- The Washington Times - Monday, March 29, 2010

Doubted and deeply in need of a comeback, President Obama had a political dream week last week: a historic remaking of America’s health care system, a vast overhaul of how students pay for college and a groundbreaking deal with Russia to shrink nuclear arsenals.

The biggest foreign and domestic policy victories of Mr. Obama’s presidency positioned him to keep swinging big. He has fresh results to back up his argument that persistence pays. The White House’s thinking is that the burst of success, particularly in extending health coverage to millions more people, will carry over to other issues and show lawmakers, and perhaps foreign leaders, the value of sticking with Mr. Obama.

As a vindicated tone took hold in West Wing offices, White House press secretary Robert Gibbs put it this way: “Accomplishment demonstrates leadership and strength. And those are tangible currencies in Washington.”

Yet this town also is known for having a short memory, and the forces working against the president are considerable.

He has a combative relationship with Republicans. An exhausted public is looking for jobs. His political base wants action on energy and immigration. There’s a shrinking legislative window, and the Democratic Party is wary of big losses in November.

How he moves ahead will show the country what else he thinks he can get done quickly and whether he can learn from a tough triumph.

Mr. Obama has a choice to make about the next phase of his presidency, said William Galston, a former domestic-policy aide in Bill Clinton’s White House and now a senior fellow at the Brookings Institution. That phase runs between now and about August, when the campaign season for November’s congressional elections will consume even more of lawmakers’ time.

Mr. Obama can follow through on his promised shift back to the economy - pursuing more jobs bills and a revamp of Wall Street regulations - and then hone in on helping Democrats win election. Or he can add in aggressive campaigns to pass immigration reform and climate-change legislation this year.

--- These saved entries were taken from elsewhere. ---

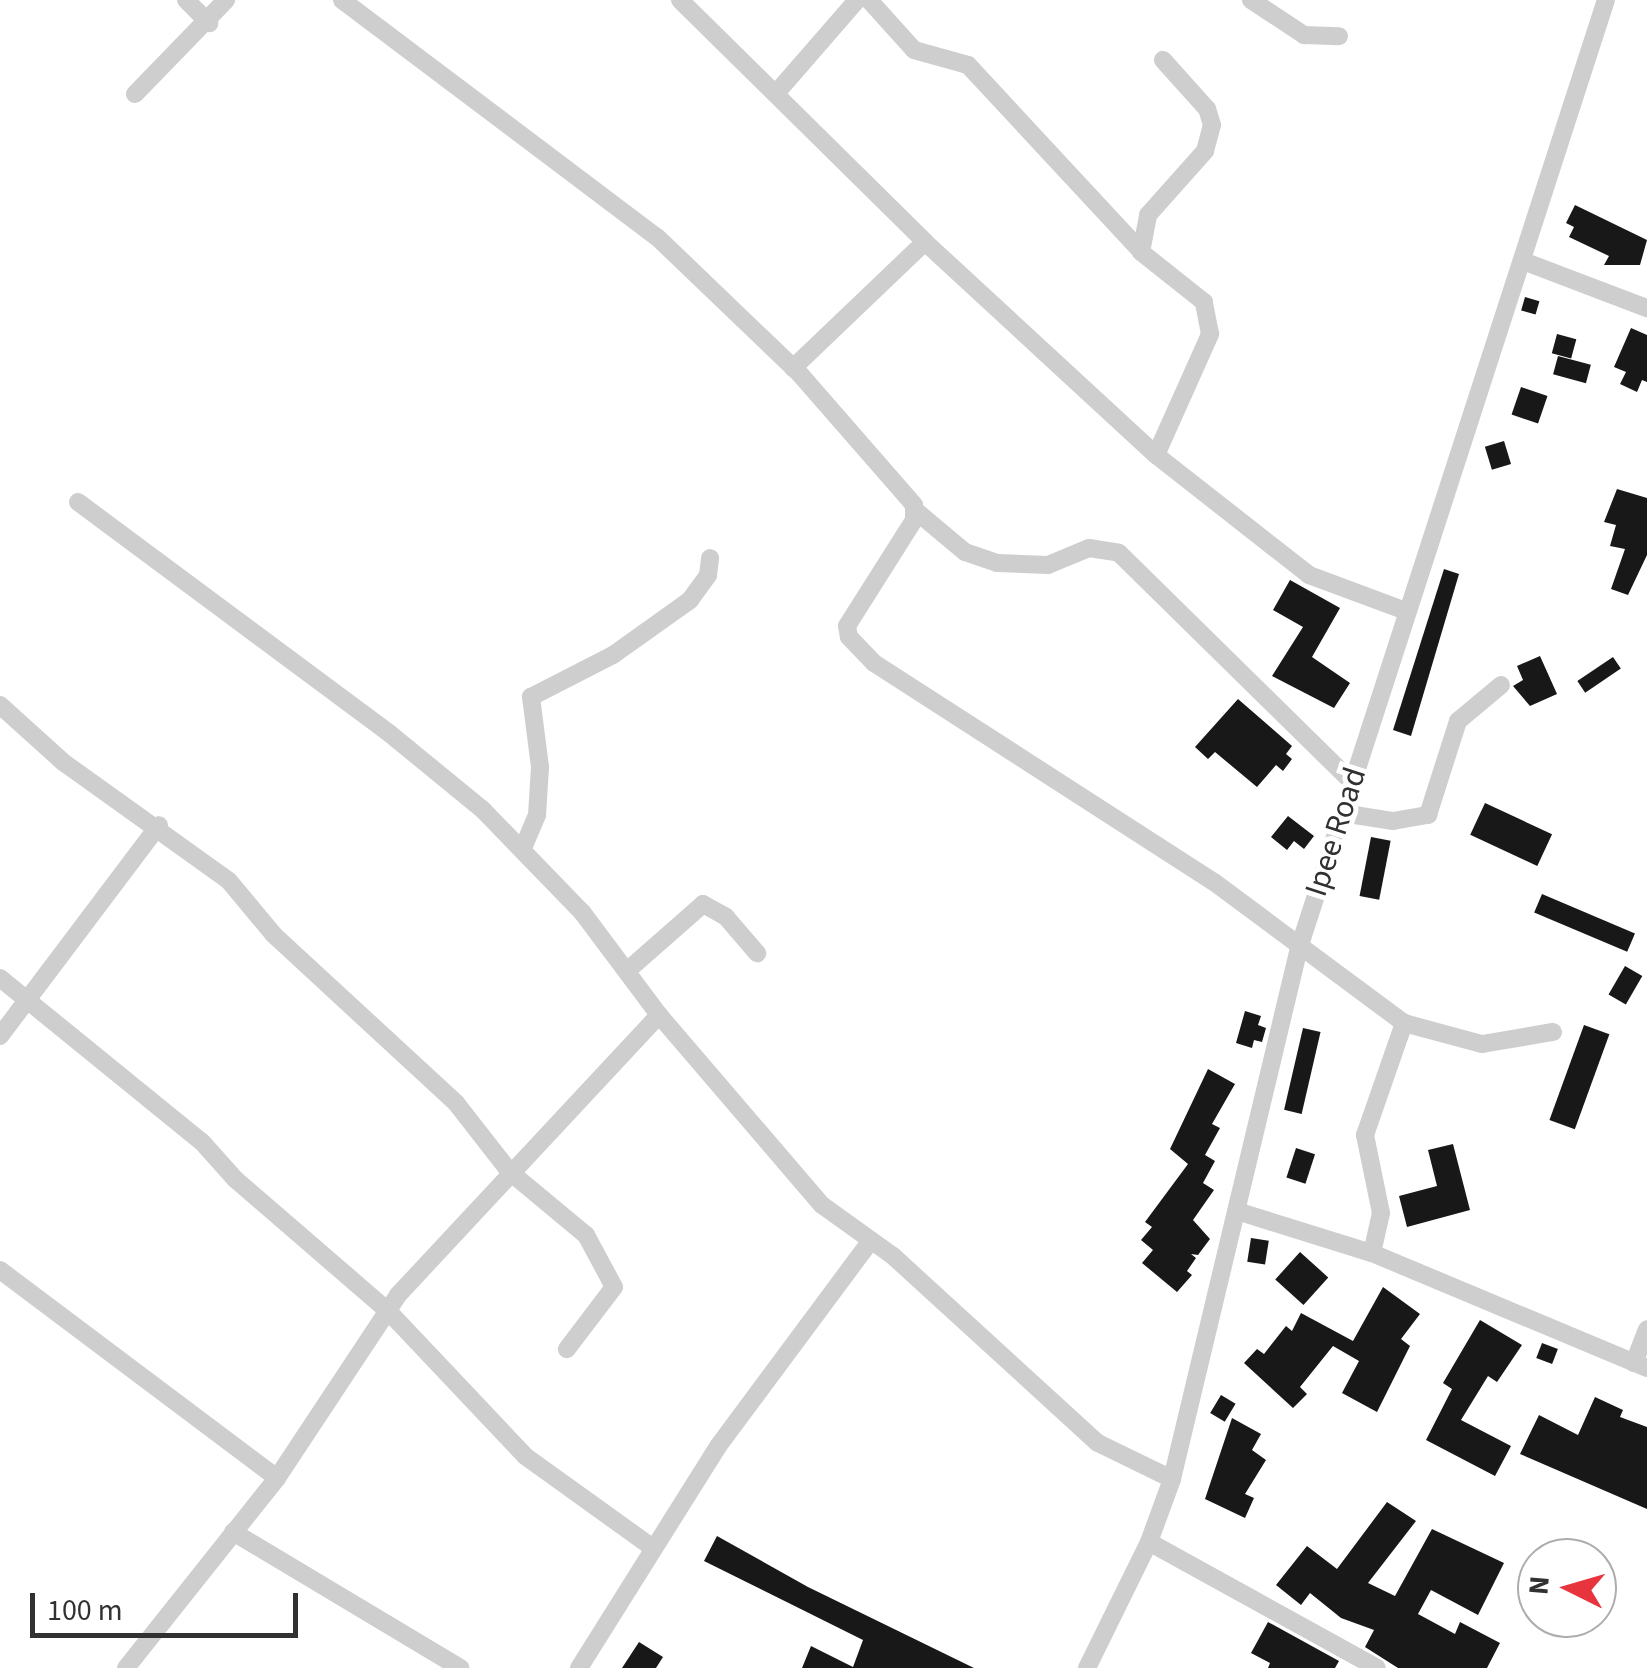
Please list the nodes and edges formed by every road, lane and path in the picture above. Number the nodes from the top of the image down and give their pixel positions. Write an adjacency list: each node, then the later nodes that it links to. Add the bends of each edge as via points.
1 (186, 0): 9 (street)
2 (226, 0): 9 (street)
3 (342, 0): 18 (street, via 597,188)
4 (680, 0): 12 (street)
5 (857, 0): 12 (street)
6 (869, 0): 15 (street, via 914,50 968,65)
7 (1251, 0): 10 (street, via 1304,35)
8 (1606, 0): 16 (street, Ipee Road)
9 (209, 23): 13 (street)
10 (1339, 36)
11 (1163, 60): 15 (street, via 1207,108 1212,124 1205,151 1148,215)
12 (778, 91): 14 (street)
13 (135, 94)
14 (925, 242): 18 (street); 19 (street)
15 (1142, 252): 19 (street, via 1204,302 1210,318 1210,334)
16 (1523, 261): 17 (street); 23 (street, Ipee Road)
17 (1647, 308)
18 (794, 368): 21 (street)
19 (1156, 455): 23 (street, via 1309,574)
20 (78, 502): 29 (street, via 390,733)
21 (916, 512): 26 (street, via 966,552 997,563 1048,565 1090,548 1119,553); 30 (street, via 849,618 849,638 900,680 1214,882)
22 (710, 558): 29 (street, via 708,575 690,600 613,655 531,697 540,767 537,815)
23 (1406, 611): 26 (street, Ipee Road)
24 (1502, 685): 27 (street, via 1458,721 1428,815 1394,821)
25 (0, 705): 28 (street, via 63,762)
26 (1352, 782): 27 (street, Ipee Road)
27 (1342, 812): 30 (street, Ipee Road)
28 (159, 824): 34 (street); 39 (street, via 229,881 266,926 456,1103)
29 (523, 848): 32 (street)
30 (1299, 948): 36 (street); 40 (street, Ipee Road)
31 (756, 954): 32 (street, via 726,917 703,904)
32 (628, 970): 35 (street)
33 (0, 978): 34 (street)
34 (26, 1000): 38 (street); 44 (street, via 202,1142 235,1179)
35 (659, 1015): 39 (street); 41 (street, via 822,1205)
36 (1404, 1023): 37 (street, via 1482,1044); 42 (street, via 1365,1136 1381,1212)
37 (1553, 1032)
38 (0, 1036)
39 (510, 1172): 44 (street, via 398,1295); 46 (street, via 586,1234 614,1287)
40 (1240, 1212): 42 (street); 49 (street, Ipee Road)
41 (871, 1240): 49 (street, via 1077,1427); 52 (street, via 719,1445)
42 (1372, 1253): 47 (street)
43 (3, 1277): 48 (street)
44 (390, 1313): 48 (street); 52 (street, via 526,1456)
45 (1647, 1329): 47 (street)
46 (567, 1349)
47 (1641, 1366)
48 (277, 1478): 50 (street)
49 (1172, 1479): 51 (street, Ipee Road)
50 (232, 1532): 54 (street); 55 (street)
51 (1149, 1542): 53 (street); 57 (street, Ipee Road)
52 (653, 1548): 56 (street)
53 (1367, 1666)
54 (126, 1668)
55 (460, 1668)
56 (579, 1668)
57 (1087, 1668)

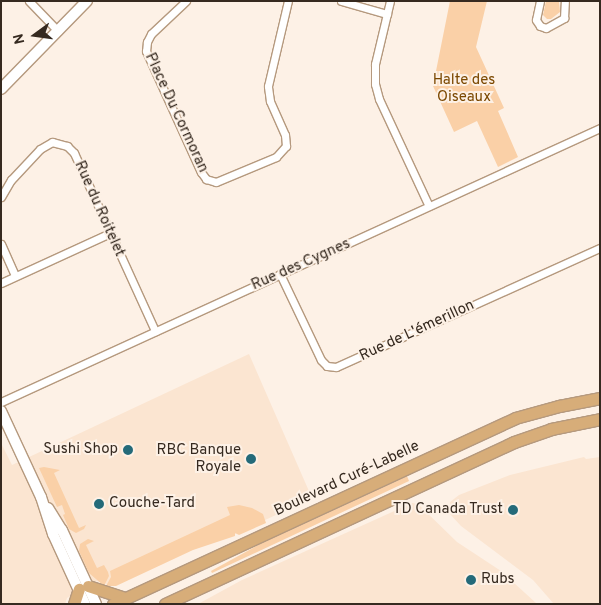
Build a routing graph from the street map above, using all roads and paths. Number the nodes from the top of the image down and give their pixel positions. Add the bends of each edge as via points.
1 (29, 1) edge
2 (87, 1) edge
3 (186, 1) edge
4 (288, 1) edge
5 (341, 1) edge
6 (390, 1) edge
7 (540, 1) edge
8 (565, 1) edge
9 (387, 14) junction
10 (58, 31) junction
11 (1, 89) edge
12 (600, 128) edge
13 (1, 197) edge
14 (429, 206) junction
15 (110, 233) junction
16 (1, 244) edge
17 (600, 248) edge
18 (280, 274) junction
19 (15, 276) junction
20 (1, 283) edge
21 (155, 331) junction
22 (600, 398) edge
23 (1, 402) edge
24 (1, 411) edge
25 (600, 419) edge
26 (83, 588) junction
27 (124, 598) junction
28 (74, 604) edge
29 (86, 604) edge
30 (96, 604) edge
31 (113, 604) edge
32 (165, 604) edge

1 - 10 street
2 - 10 street
3 - 4 street, Place Du Cormoran via 151,34 146,51 201,172 216,182 225,181 276,157 286,146 268,86
5 - 9 street
6 - 9 street
7 - 8 street via 536,22 546,28 564,18
9 - 14 street via 374,68 376,87
10 - 11 street
12 - 14 street, Rue des Cygnes
13 - 15 street, Rue du Roitelet via 11,180 40,148 49,143 62,143 74,154
14 - 18 street, Rue des Cygnes
15 - 19 street
15 - 21 street, Rue du Roitelet
16 - 19 street
17 - 18 street, Rue de L'émerillon via 336,367 327,366 320,360
18 - 21 street, Rue des Cygnes
19 - 20 street
21 - 23 street, Rue des Cygnes
22 - 27 main road, Boulevard Curé-Labelle via 515,418
24 - 26 street via 40,497 62,530
25 - 32 main road via 552,429 514,442
26 - 27 main road
26 - 28 main road
26 - 29 street
26 - 30 street
27 - 31 main road, Boulevard Curé-Labelle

The Obama White House “had a political near-death experience over health care the past few months. It turned out OK in the end, but it was a close call,” Mr. Galston said. “So I think they have to ask themselves: Do they think Democratic elected officials and the electorate have the stomach for a lot more controversy?”

The next big legislative goal is rewriting how the government regulates the financial sector, adding consumer protections and preventing a repeat of the 2008 meltdown. Mr. Obama hopes to have a bill to his desk by the fall.

As encompassing as the health care victory was for Mr. Obama and Democratic leaders, it took much longer than the White House envisioned. That had a cost.

Whatever Congress starts but does not finish this year will die. A new Congress will need to start fresh in 2011.

If history is a guide, Democrats will see their majorities shrink in the House and Senate after the midterm vote in November. That gives Mr. Obama even more impetus to push hard now. Already, he has pledged to do everything he can to achieve a bipartisan consensus on immigration this year - the same kind of all-in pledge he made on health care.

The relentless nature of the presidency gives Mr. Obama little time to soak in the health care victory. He already is spending his time, that most precious commodity, on the road to explain the new law.

Tense discussions with Israel’s prime minister took some of his time this past week. The nuclear-arms deal with Russia finally came together. But even once it is signed, Mr. Obama faces a fight in getting it ratified in the Senate.

On the upside, the nation is seeing him turn promises into action.

Bundled up with the health care package was an Obama education priority, a reshaping of college loans that removes banks as middlemen between the government and students. As for the health care bill, about two-thirds of people see it as an accomplishment for Mr. Obama’s presidency, a CBS News poll found.

“I think he can use the momentum to do other things if they’re more on the micro-policy level, without big costs to the government,” said Stephen Wayne, a presidential scholar at Georgetown University. “One of these huge comprehensive programs per administration is about all we can do - or all the American public can take.”